5:59pm

Tue February 15, 2011
The Two-Way

Mine Safety Office That Oversees Upper Big Branch Mine Splits

The Mine Safety and Health Administration (MSHA) released details Tuesday about something we first reported here Monday.

The agency is breaking up the district office in West Virginia that oversees Massey Energy's Upper Big Branch coal mine, where 29 mine workers died in a violent explosion last year.

In a news release, MSHA suggests District 4 in southern West Virginia is overwhelmed with 400 coal mines that required 23,282 safety citations in FY 2009.

That's 20 percent of the nation's coal mines with 27 percent of the country's coal mining machines.

The agency's "most extensive workload" is handled by more employees than any other district but it also has "the smallest ratio of managers and supervisors to line staff."

"Resources must be reallocated to allow MSHA's coal division to effectively carry out its mission," says assistant secretary of labor Joe Main.

Missing from the news release is any mention of District 4's troubled past, which includes:

  • a 2007 internal review of the Aracoma mine disaster, which cites "ineffective use of MSHA's enforcement authority coupled with inadequate supervisory and management oversight" in District 4. Two coal miners died at Aracoma.
  • a 2007 report from the Inspector General of the Labor Department, in which District 4 had 85 percent of the nation's missed mine safety inspections the year before.
  • a 2009 agency audit reporting MSHA's intentional limits on tough enforcement actions against coal mines with persistent safety violations due to "resource limitations." Half the mines that had not received heightened scrutiny and enforcement were in District 4.

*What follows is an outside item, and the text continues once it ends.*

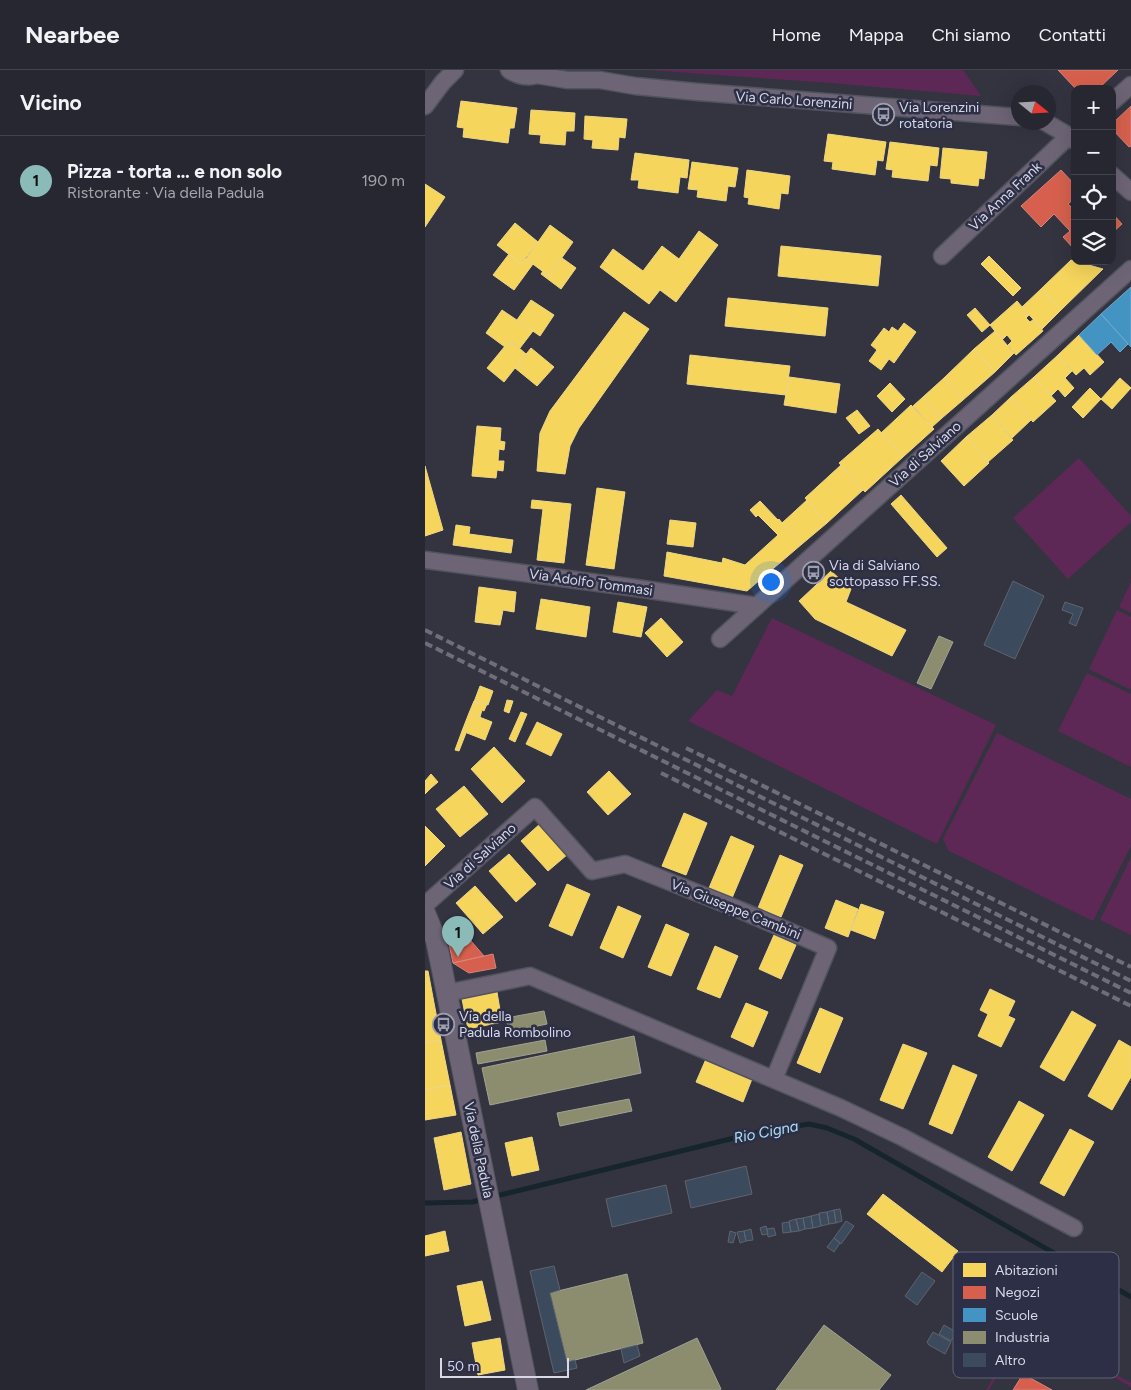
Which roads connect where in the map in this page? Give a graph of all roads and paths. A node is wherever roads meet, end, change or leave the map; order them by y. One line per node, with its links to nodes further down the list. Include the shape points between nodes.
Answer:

Ken Ward of the Charleston Gazette reported even more problems with District 4 enforcement, going back decades, in this story in 2007.

In a brief interview today, Main said he can't explain why his predecessors in the Bush Administration didn't split the district sooner. But he says the Upper Big Branch mine had "rigorous ongoing enforcement" before last April's explosion despite the workload and management problems in District 4.

Main adds that District 4's oversight of the mine "is part of the ongoing investigation" of the explosion "and part of the internal review" of MSHA'S enforcement.

A federal criminal investigation is also underway.